> _Exercise instructions_: Without including any image, repeat every record exactly.

#### Input records

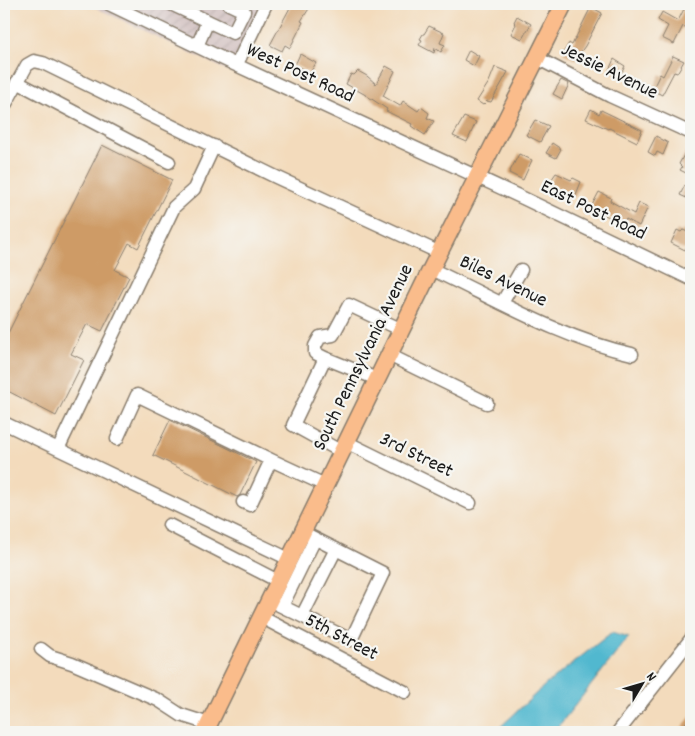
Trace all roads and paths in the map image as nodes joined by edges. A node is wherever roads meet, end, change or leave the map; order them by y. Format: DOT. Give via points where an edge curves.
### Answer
graph roads {
  1 [pos="109,4"];
  2 [pos="171,4"];
  3 [pos="229,4"];
  4 [pos="266,4"];
  5 [pos="560,5"];
  6 [pos="208,22"];
  7 [pos="197,46"];
  8 [pos="537,58"];
  9 [pos="237,64"];
  10 [pos="17,82"];
  11 [pos="4,107"];
  12 [pos="691,133"];
  13 [pos="214,146"];
  14 [pos="169,162"];
  15 [pos="477,177"];
  16 [pos="440,253"];
  17 [pos="431,269"];
  18 [pos="521,270"];
  19 [pos="691,278"];
  20 [pos="502,303"];
  21 [pos="402,330"];
  22 [pos="632,354"];
  23 [pos="389,355"];
  24 [pos="325,358"];
  25 [pos="377,380"];
  26 [pos="488,403"];
  27 [pos="4,423"];
  28 [pos="117,439"];
  29 [pos="344,447"];
  30 [pos="58,449"];
  31 [pos="271,460"];
  32 [pos="325,485"];
  33 [pos="243,502"];
  34 [pos="470,503"];
  35 [pos="169,525"];
  36 [pos="309,535"];
  37 [pos="336,549"];
  38 [pos="289,559"];
  39 [pos="278,580"];
  40 [pos="275,603"];
  41 [pos="302,616"];
  42 [pos="261,617"];
  43 [pos="691,639"];
  44 [pos="41,649"];
  45 [pos="405,692"];
  46 [pos="208,729"];
  47 [pos="618,732"];
  1 -- 7 [label="street, West Post Road"];
  2 -- 6 [label="street"];
  3 -- 6 [label="street" via="244,10 233,33"];
  4 -- 9 [label="street"];
  5 -- 8 [label="main road, South Pennsylvania Avenue"];
  6 -- 7 [label="street"];
  7 -- 9 [label="street, West Post Road"];
  8 -- 12 [label="street, Jessie Avenue"];
  8 -- 15 [label="main road, South Pennsylvania Avenue"];
  9 -- 15 [label="street, West Post Road"];
  10 -- 11 [label="street"];
  10 -- 13 [label="street" via="27,65 34,61 43,63"];
  10 -- 14 [label="street"];
  13 -- 16 [label="street"];
  13 -- 30 [label="street" via="194,189 174,206"];
  15 -- 16 [label="main road, South Pennsylvania Avenue"];
  15 -- 19 [label="street, East Post Road"];
  16 -- 17 [label="main road, South Pennsylvania Avenue"];
  17 -- 20 [label="street, Biles Avenue"];
  17 -- 21 [label="main road, South Pennsylvania Avenue"];
  18 -- 20 [label="street"];
  20 -- 22 [label="street, Biles Avenue" via="590,342"];
  21 -- 23 [label="main road, South Pennsylvania Avenue"];
  21 -- 24 [label="street" via="349,305 333,335 320,337 315,346 315,352"];
  23 -- 25 [label="main road, South Pennsylvania Avenue"];
  23 -- 26 [label="street"];
  24 -- 25 [label="street"];
  24 -- 29 [label="street, 3rd Street" via="293,425"];
  25 -- 29 [label="main road, South Pennsylvania Avenue"];
  27 -- 30 [label="street"];
  28 -- 31 [label="street" via="137,395"];
  29 -- 32 [label="main road, South Pennsylvania Avenue"];
  29 -- 34 [label="street, 3rd Street"];
  30 -- 38 [label="street"];
  31 -- 32 [label="street"];
  31 -- 33 [label="street" via="250,506"];
  32 -- 36 [label="main road, South Pennsylvania Avenue"];
  35 -- 39 [label="street"];
  36 -- 37 [label="street"];
  36 -- 38 [label="main road, South Pennsylvania Avenue"];
  36 -- 40 [label="street"];
  37 -- 41 [label="street"];
  37 -- 41 [label="street" via="383,573 351,640"];
  38 -- 39 [label="main road, South Pennsylvania Avenue"];
  39 -- 40 [label="main road, South Pennsylvania Avenue"];
  40 -- 41 [label="street"];
  40 -- 42 [label="main road, South Pennsylvania Avenue"];
  42 -- 45 [label="street, 5th Street"];
  42 -- 46 [label="main road, South Pennsylvania Avenue"];
  43 -- 47 [label="street"];
  44 -- 46 [label="street" via="50,656 158,700"];
}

########

> _Task response_:
Trace all roads and paths in the map image as nodes joined by edges. A node is wherever roads meet, end, change or leave the map; order them by y. Format: DOT. Give via points where an edge curves.
### Answer
graph roads {
  1 [pos="109,4"];
  2 [pos="171,4"];
  3 [pos="229,4"];
  4 [pos="266,4"];
  5 [pos="560,5"];
  6 [pos="208,22"];
  7 [pos="197,46"];
  8 [pos="537,58"];
  9 [pos="237,64"];
  10 [pos="17,82"];
  11 [pos="4,107"];
  12 [pos="691,133"];
  13 [pos="214,146"];
  14 [pos="169,162"];
  15 [pos="477,177"];
  16 [pos="440,253"];
  17 [pos="431,269"];
  18 [pos="521,270"];
  19 [pos="691,278"];
  20 [pos="502,303"];
  21 [pos="402,330"];
  22 [pos="632,354"];
  23 [pos="389,355"];
  24 [pos="325,358"];
  25 [pos="377,380"];
  26 [pos="488,403"];
  27 [pos="4,423"];
  28 [pos="117,439"];
  29 [pos="344,447"];
  30 [pos="58,449"];
  31 [pos="271,460"];
  32 [pos="325,485"];
  33 [pos="243,502"];
  34 [pos="470,503"];
  35 [pos="169,525"];
  36 [pos="309,535"];
  37 [pos="336,549"];
  38 [pos="289,559"];
  39 [pos="278,580"];
  40 [pos="275,603"];
  41 [pos="302,616"];
  42 [pos="261,617"];
  43 [pos="691,639"];
  44 [pos="41,649"];
  45 [pos="405,692"];
  46 [pos="208,729"];
  47 [pos="618,732"];
  1 -- 7 [label="street, West Post Road"];
  2 -- 6 [label="street"];
  3 -- 6 [label="street" via="244,10 233,33"];
  4 -- 9 [label="street"];
  5 -- 8 [label="main road, South Pennsylvania Avenue"];
  6 -- 7 [label="street"];
  7 -- 9 [label="street, West Post Road"];
  8 -- 12 [label="street, Jessie Avenue"];
  8 -- 15 [label="main road, South Pennsylvania Avenue"];
  9 -- 15 [label="street, West Post Road"];
  10 -- 11 [label="street"];
  10 -- 13 [label="street" via="27,65 34,61 43,63"];
  10 -- 14 [label="street"];
  13 -- 16 [label="street"];
  13 -- 30 [label="street" via="194,189 174,206"];
  15 -- 16 [label="main road, South Pennsylvania Avenue"];
  15 -- 19 [label="street, East Post Road"];
  16 -- 17 [label="main road, South Pennsylvania Avenue"];
  17 -- 20 [label="street, Biles Avenue"];
  17 -- 21 [label="main road, South Pennsylvania Avenue"];
  18 -- 20 [label="street"];
  20 -- 22 [label="street, Biles Avenue" via="590,342"];
  21 -- 23 [label="main road, South Pennsylvania Avenue"];
  21 -- 24 [label="street" via="349,305 333,335 320,337 315,346 315,352"];
  23 -- 25 [label="main road, South Pennsylvania Avenue"];
  23 -- 26 [label="street"];
  24 -- 25 [label="street"];
  24 -- 29 [label="street, 3rd Street" via="293,425"];
  25 -- 29 [label="main road, South Pennsylvania Avenue"];
  27 -- 30 [label="street"];
  28 -- 31 [label="street" via="137,395"];
  29 -- 32 [label="main road, South Pennsylvania Avenue"];
  29 -- 34 [label="street, 3rd Street"];
  30 -- 38 [label="street"];
  31 -- 32 [label="street"];
  31 -- 33 [label="street" via="250,506"];
  32 -- 36 [label="main road, South Pennsylvania Avenue"];
  35 -- 39 [label="street"];
  36 -- 37 [label="street"];
  36 -- 38 [label="main road, South Pennsylvania Avenue"];
  36 -- 40 [label="street"];
  37 -- 41 [label="street"];
  37 -- 41 [label="street" via="383,573 351,640"];
  38 -- 39 [label="main road, South Pennsylvania Avenue"];
  39 -- 40 [label="main road, South Pennsylvania Avenue"];
  40 -- 41 [label="street"];
  40 -- 42 [label="main road, South Pennsylvania Avenue"];
  42 -- 45 [label="street, 5th Street"];
  42 -- 46 [label="main road, South Pennsylvania Avenue"];
  43 -- 47 [label="street"];
  44 -- 46 [label="street" via="50,656 158,700"];
}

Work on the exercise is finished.